The dearth of physiological markers and diagnostic tests that would facilitate a definitive diagnosis has led to the development of several treatment options, many of them may not have been scientifically validated and, hence, the controversy surrounding MCS continues (Fox, Joffres, Sampalli, & Cas, 2007; Ortega, 2005). Individuals with MCS increasingly resort to alternative treatments and innovative strategies to manage their symptoms. Of considerable note is that the information obtained in informal interviews with the patients indicates that these alternative therapies are valued more highly than those provided by the official state-sponsored National Health System (NHS) and are perceived as being more useful (Koch, Vierstra, & Penix , 2006).
Most studies have focused on evaluating, via qualitative methodology, the impact of MCS on the quality-of-life (QoL) of the individuals involved.
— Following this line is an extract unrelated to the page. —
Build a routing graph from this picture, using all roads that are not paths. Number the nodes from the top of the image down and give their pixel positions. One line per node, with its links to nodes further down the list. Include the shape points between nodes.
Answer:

Some studies (Gibson, Sledd, McEnroe, & Vos, 2011; Koch, 2006; Skovbjerg, Brorson, Rasmussen, Johansen, & Elberling, 2009) describe the impact of MCS on daily-life activities, as well as the psychological and social effects of daily living while trying to avoid certain chemicals.
As highlighted by patients, routine tasks such as shopping or using public transport can represent an exposure that will induce the symptoms. With respect to social restrictions, the patients emphasize the need for other people to understand their problem, which otherwise could lead to breakdown in relationships and stigmatization; the result could be a lack of openness regarding the condition. Working conditions require adjustments and colleagues' collaboration, and these are not always possible. Of critical importance is that the medical profession is ignorant of the disease or has a low priority for clinical attention.
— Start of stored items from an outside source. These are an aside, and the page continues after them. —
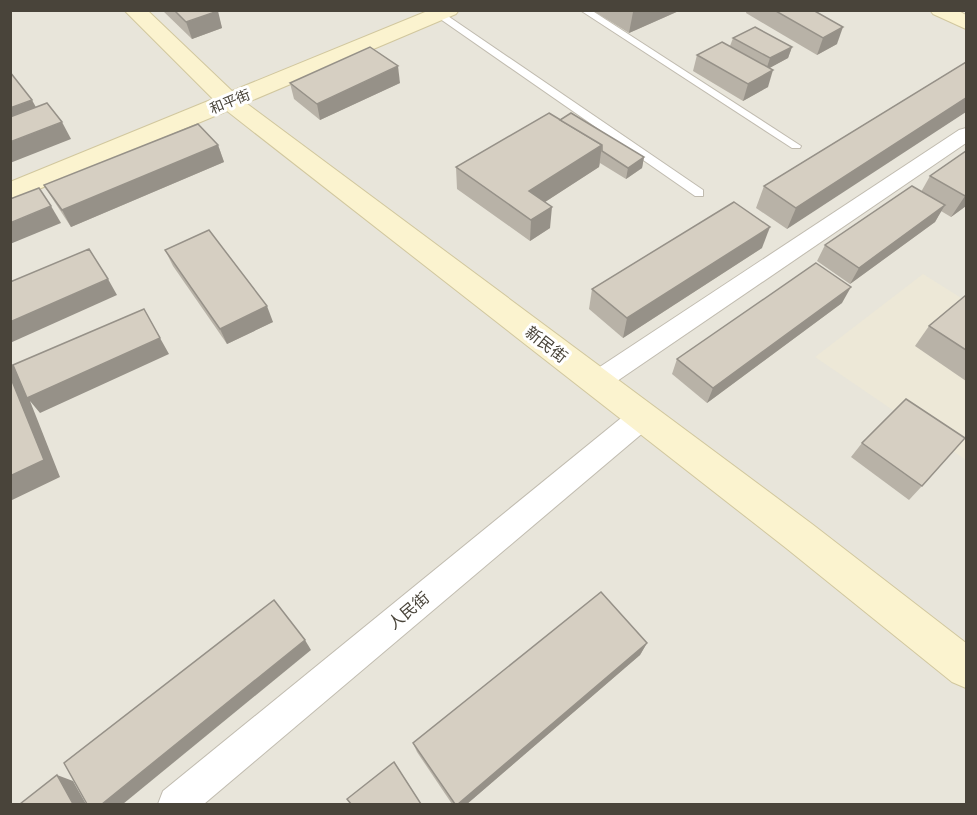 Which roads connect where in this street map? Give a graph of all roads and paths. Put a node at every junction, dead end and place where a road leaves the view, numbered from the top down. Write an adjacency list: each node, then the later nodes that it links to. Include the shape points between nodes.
1 (134, 10): 6 (main road, 新民街)
2 (584, 10): 8 (lane)
3 (940, 10): 5 (main road)
4 (444, 12): 6 (main road, 和平街); 10 (lane)
5 (966, 23)
6 (230, 102): 9 (main road, 和平街); 11 (main road, 新民街)
7 (966, 134): 11 (street)
8 (796, 146)
9 (10, 192)
10 (699, 193)
11 (595, 383): 12 (main road, 新民街)
12 (641, 418): 13 (main road, 新民街, via 799,536); 14 (street, 人民街)
13 (966, 669)
14 (187, 801)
Nordin, Andersson, and Nordin (2010) described the most commonly used coping strategies of people with MCS. Most strategies focused directly on the problem such as avoiding odorous environments and also requesting that their most intimate colleagues avoid the use of the symptom-inducing perfumes and/or deodorants. However, a resigned acceptance of the situation appears to be most-often chosen. High levels of MCS are associated with the use of problem-focused strategies and mild degrees of disease with emotion-focused strategies. Although this co-occurrence of symptoms and experiences in the person with MCS could contribute to the suffering experienced at some point in the process, we have not encountered any published study evaluating the experience of suffering in this patient population.
Cassell (1982) conceived suffering as a "state of severe distress specifically related to the imminent threats, perceived or actual, to the integrity or existential continuity of the person". Later, Chapman and Gravin (1993) broaden Cassell's definition to include suffering as "an affective and cognitive negative and complex state characterized by negative feelings experienced by a person who is threatened in their integrity, because of their sense of impotence to deal with this threat and exhaustion of personal and psychosocial resources that would deal with it".
Following-up on the definition of Chapman and Gravin (1993), Bayés, Arranz, Barbero, and Barreto (1997) proposed an intervention model known as the "Threat and Resources Model". According to this model, a person suffers if: 1) something happens that he/she perceives as a threat or harm to his/her integrity, or to someone or something considered of vital importance to his/her integrity; and 2) the person assesses his/her resources as being insufficient to cope with the threat.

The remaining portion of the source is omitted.